宁夏鸡传染性支气管炎病原学检测及N 基因序列分析

闵 泽，周海宁，马 龙，尹 才，马 林，魏凡华，李知新

（1.宁夏大学农学院，宁夏银川 750021；2.宁夏回族自治区动物疾病预防控制中心，宁夏银川 750011）

鸡传染性支气管炎（infectious bronchitis，IB）是由鸡传染性支气管炎病毒（infectious bronchitis virus，IBV）引起的一种急性、高度接触性的传染病。IB 在世界广泛流行，是导致养禽业经济损失的重要病因之一[1]。IBV 最初只导致感染鸡群出现呼吸道症状，随着病情发展，将侵害蛋鸡的生殖系统，致使蛋质量下降。其中，肾型IB 主要侵害雏鸡的肾脏，引起肾脏病变，导致雏鸡死亡[2]。我国从1977 年开始对该病进行研究，各地区相继分离出了IBV 毒株。IBV 流行毒株基因型复杂[3]，主要为QX、4/91、TW、Mass 型，其中QX型是优势基因型[4]。

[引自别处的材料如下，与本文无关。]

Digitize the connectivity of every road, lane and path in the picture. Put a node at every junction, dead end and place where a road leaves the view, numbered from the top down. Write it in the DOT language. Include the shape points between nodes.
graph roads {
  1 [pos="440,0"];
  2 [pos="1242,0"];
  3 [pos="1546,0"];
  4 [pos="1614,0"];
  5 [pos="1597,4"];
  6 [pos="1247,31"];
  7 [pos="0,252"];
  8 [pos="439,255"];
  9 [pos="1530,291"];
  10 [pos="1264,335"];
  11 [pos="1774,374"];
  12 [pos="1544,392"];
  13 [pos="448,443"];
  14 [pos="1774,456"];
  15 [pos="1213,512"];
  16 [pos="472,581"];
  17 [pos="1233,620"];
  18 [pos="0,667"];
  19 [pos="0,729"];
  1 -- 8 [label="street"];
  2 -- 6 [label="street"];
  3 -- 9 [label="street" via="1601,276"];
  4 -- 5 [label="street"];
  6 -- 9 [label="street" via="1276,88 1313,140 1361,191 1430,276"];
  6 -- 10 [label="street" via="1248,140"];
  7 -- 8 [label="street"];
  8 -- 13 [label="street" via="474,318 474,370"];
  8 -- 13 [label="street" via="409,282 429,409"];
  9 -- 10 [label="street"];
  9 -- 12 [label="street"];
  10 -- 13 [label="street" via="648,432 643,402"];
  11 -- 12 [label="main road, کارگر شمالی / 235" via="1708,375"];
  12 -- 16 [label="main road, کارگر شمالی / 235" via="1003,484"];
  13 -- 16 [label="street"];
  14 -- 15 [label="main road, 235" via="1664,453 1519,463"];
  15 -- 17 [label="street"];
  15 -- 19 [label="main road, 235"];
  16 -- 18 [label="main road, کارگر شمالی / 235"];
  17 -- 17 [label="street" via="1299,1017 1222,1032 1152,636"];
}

IBV 基因组全长约27.6 kb，核酸为单股正链RNA，编码4 种结构蛋白，分别为核蛋白（N）、纤突蛋白（S）、膜蛋白（M）及小膜蛋白（E）。N 蛋白上存在抗原决定簇，具有免疫识别位点，是IBV 重要的免疫原，对机体产生体液免疫发挥着关键作用[5]。同时N 蛋白编码基因是IBV 基因组中的保守结构域，不易发生突变，在病毒复制、转录时处于关键位置[6]，但其突变会改变保护性。因此，分析分离株的N 蛋白编码基因，有助于了解病毒在当地的流行趋势和遗传演化规律。

近年来，宁夏报告了多起IB 疫情，严重影响了当地养禽业发展。为摸清IB 流行状况和IBV 优势基因型，采集鸡咽喉/泄殖腔拭子开展了研究，以期为宁夏IB 疫情防控提供参考。

1 材料与方法

1.1 材料

1.1.1 样品来源 2021 年9—11 月，在宁夏利通区、中宁县、沙坡头区、惠农区、大武口区、隆德县、原州区、西吉县等8 个县（区）的8 个规模化养殖场和3 个散养户，按不同饲养场舍划分采样群体，每个场舍采集日龄相同的蛋鸡咽喉/泄殖腔拭子共646 份，-80 ℃保存。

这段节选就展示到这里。